The main innovations introduced concern:

  • the reduction of the electrodes number, allowing a management simplification and a saving of 30% approx. on the final cost.
  • Commercial electrodes are installed, fabricated with a new production method able to reduce their costs (50% lower than electrodes used a decade ago).
  • Optimization of the electrolytic solution. The solution used by the conventional technology is aggressive and provokes a soil contamination, while the simplified electrolytic solution developed and optimized is able to mobilize the metals without a further pollution of the ground.
  • Easiness of the management and control system. Thanks to the optimized electrodes configuration and to the simplified electrolytic solution, the operative control system is much easier and more robust than the conventional ones.
  • The better performance of the ENI’s architecture allows a reduction of the voltages applied for the electric field generation and of the remediation time, leading to an energy saving and a reduction of operative costs.

fig.3

Fig. 3 – EKRT configuration developed by ENI and University of Ferrara [9].

 

The major benefits can be summarized as follow:

  • In-situ treatment;
  • High efficiency in terms of pollutant removal;
  • It does not require heavy interventions of soil handling (with the exception of the electrode installation), no excavations and/or transportation of polluted material;
  • High level of environmental sustainability and social acceptability;
  • Improved performance than similar solutions on the market;
  • Lower investment costs and lower operating costs (savings up to 50%);
  • Simple management;
  • All the installed equipment can be re-used;
  • wide range of applicability since the technology can be used to remove various metals as Zn, Pb, As, Cd, Co, Fe, Cr, Mn, Cu, Sn by simply varying applied voltage, application time and electrolytic solution.

 

3.Application and state-of-the-art

ENI has performed EKRT experimental tests on site using real soils.
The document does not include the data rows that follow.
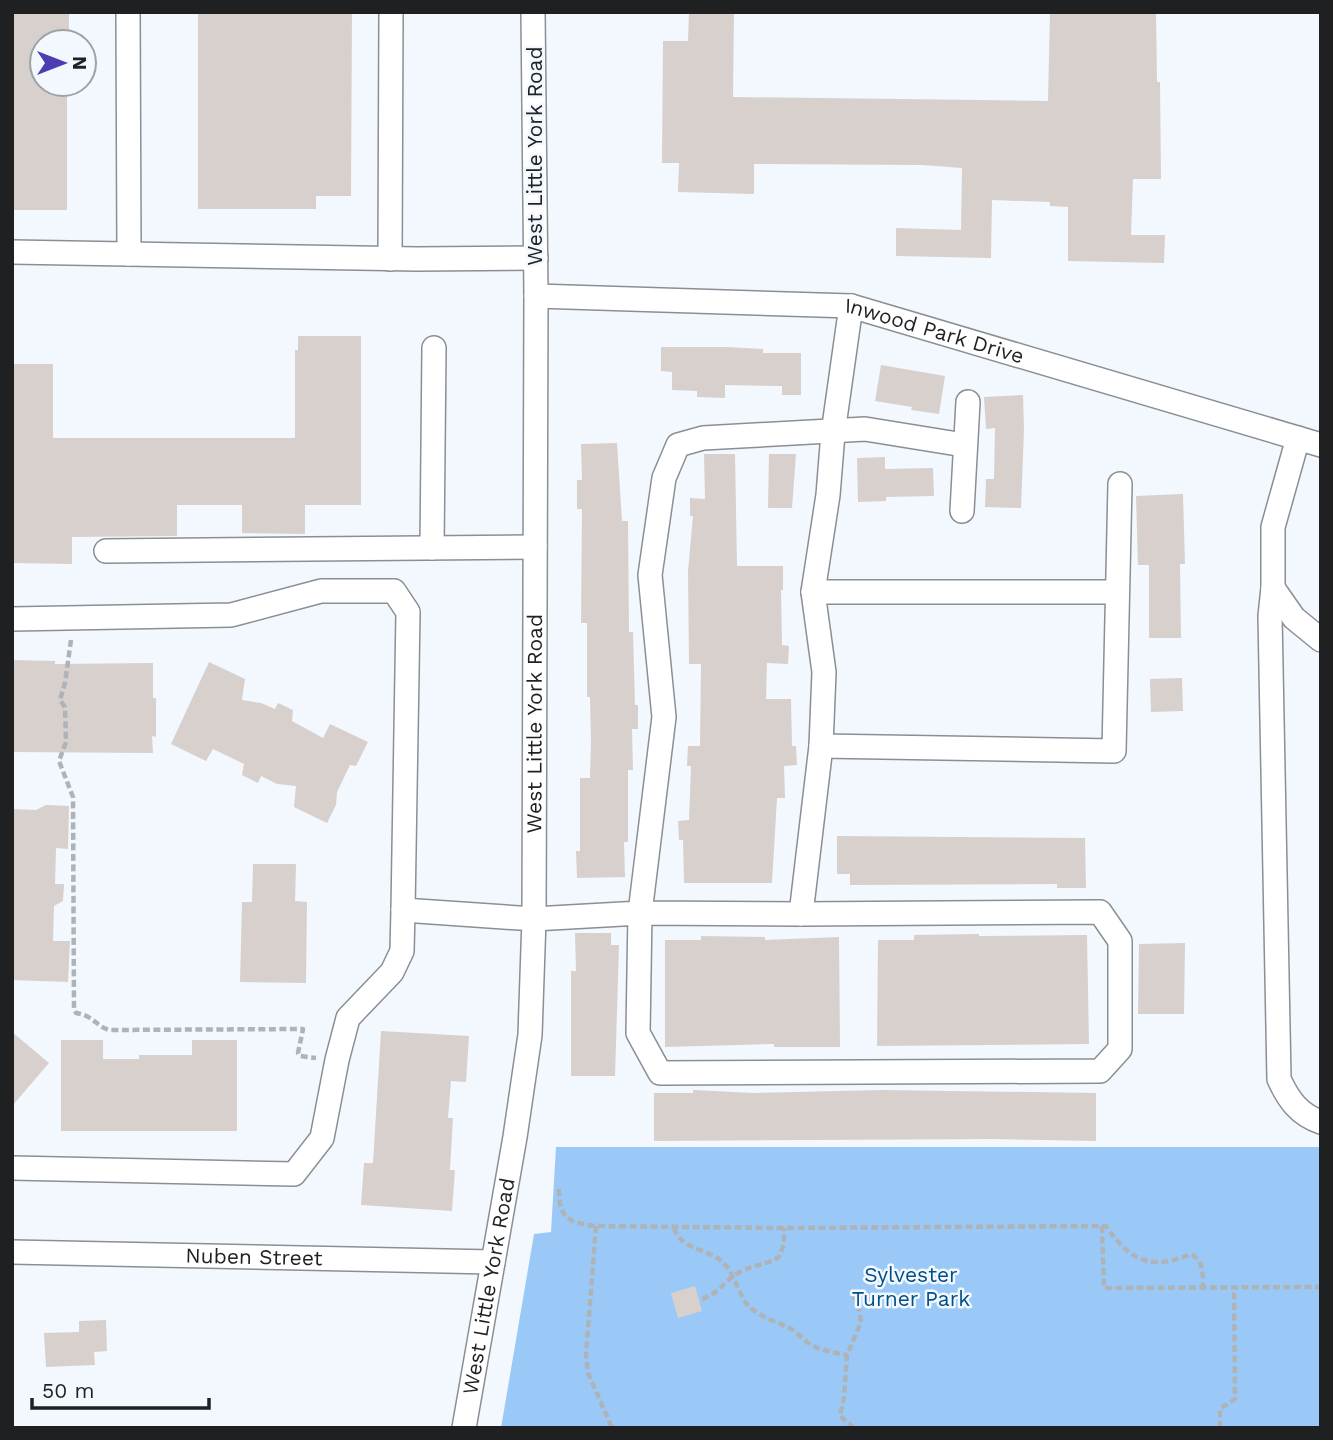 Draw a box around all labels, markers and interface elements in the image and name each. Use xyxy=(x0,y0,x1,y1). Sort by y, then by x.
north arrow xyxy=(28,28,98,98)
street label: West Little York Road xyxy=(522,46,547,266)
text: N xyxy=(68,56,91,70)
street label: Inwood Park Drive xyxy=(844,293,1027,369)
street label: West Little York Road xyxy=(521,614,547,833)
street label: West Little York Road xyxy=(457,1176,520,1396)
street label: Nuben Street xyxy=(185,1243,323,1270)
park label: Sylvester Turner Park xyxy=(852,1262,970,1311)
scale bar xyxy=(32,1366,208,1410)
text: 50 m xyxy=(42,1378,94,1403) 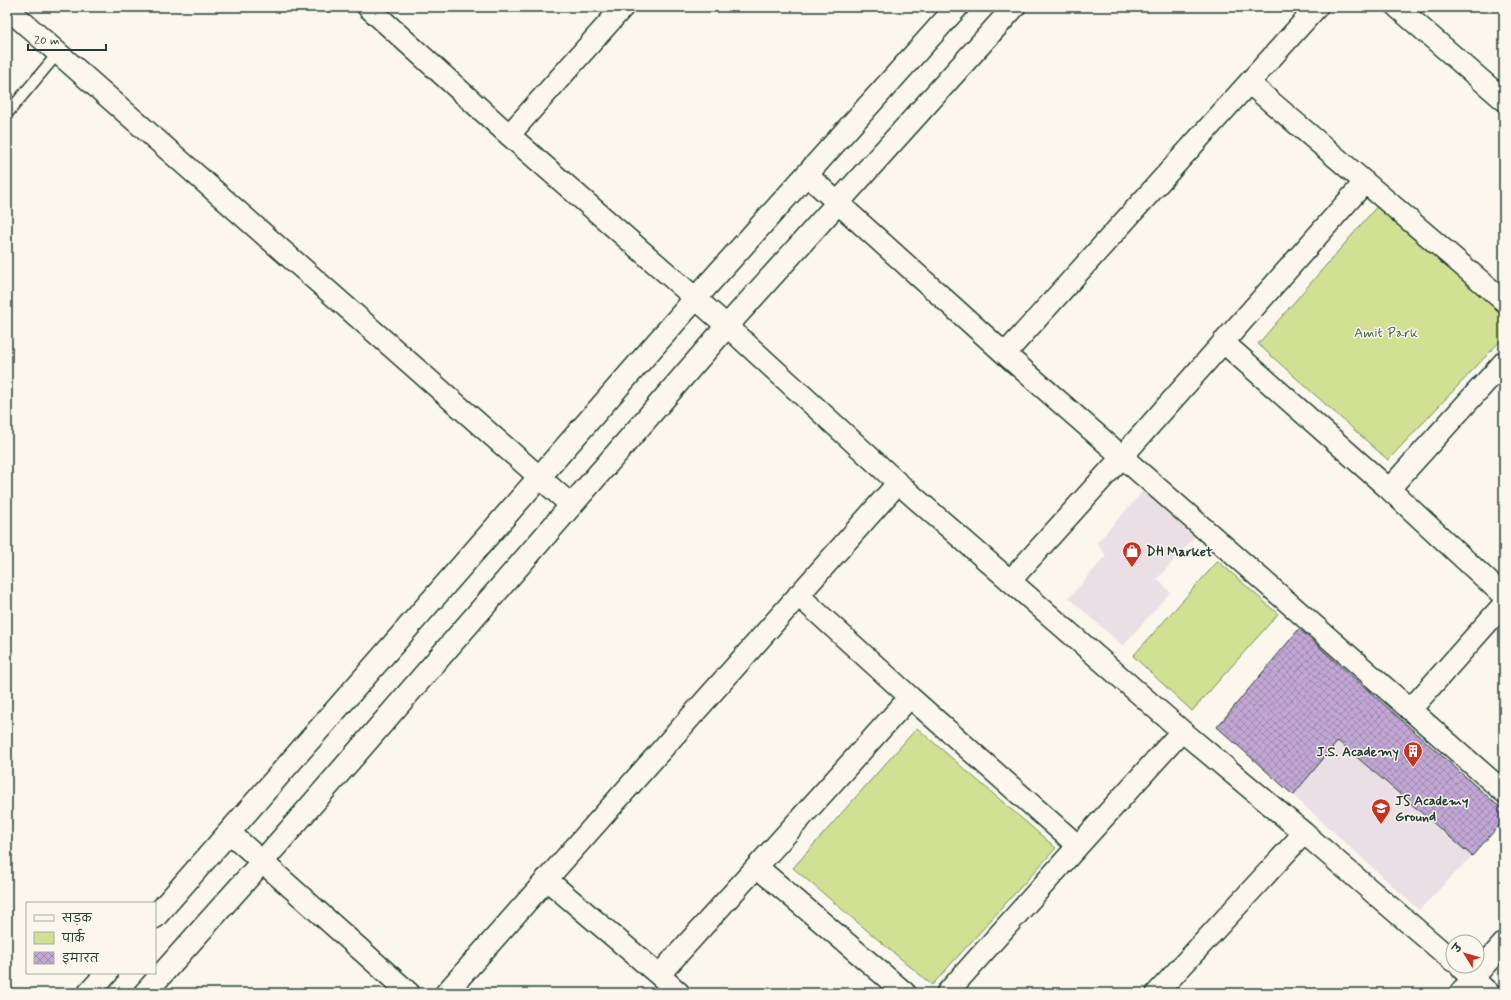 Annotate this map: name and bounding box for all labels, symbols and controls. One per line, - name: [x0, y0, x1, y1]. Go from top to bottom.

Both the single metal (Hg) and a more complex (many metals) decontamination applications have been assessed, with very promising results in terms of recovery efficiency and operative easiness.

In the following some images, taken from the ENI website, show the electrodes installation and the experimental phases.

fig.4

Fig. 4 – EKRT electrode installed on-site

fig.5

Fig. 5 – Electrodes distancing

fig.6

Fig. 6 – Experimental tests

 

ENI patented the EKRT solution (patent application n° MI2012A001889), and the patent approval is in progress.


[1] http://bmb.oxfordjournals.org/content/68/1/167.full
[2] Nriagu JO. History of global metal pollution. Science 1996; 272: 223–4
[3] http://www.hindawi.com/journals/isrn/2011/402647/
[4] S. Khan, Q. Cao, Y. M. Zheng, Y. Z. Huang, and Y. G. Zhu, “Health  risks of heavy metals in contaminated soils and food crops irrigated with wastewater in Beijing, China,” Environmental Pollution, vol. 152, no. 3, pp. 686–692, 2008.
[5] Y. Hashimoto, H. Matsufuru, M. Takaoka, H. Tanida, and T. Sato, “Impacts of chemical amendment and plant growth on lead speciation and enzyme activities in a shooting range soil: an X-ray absorption fine structure investigation,” Journal of Environmental Quality, vol. 38, no. 4, pp. 1420–1428, 2009.
[6] G. Dermont, M. Bergeron, G. Mercier, and M. Richer-Laflèche, “Soil washing for metal removal: a review of physical/chemical technologies and field applications,” Journal of Hazardous Materials, vol. 152, no. 1, pp. 1–31, 2008.
[7] S. D. Cunningham and D. W. Ow, “Promises and prospects of phytoremediation,” Plant Physiology, vol. 110, no. 3, pp. 715–719, 1996.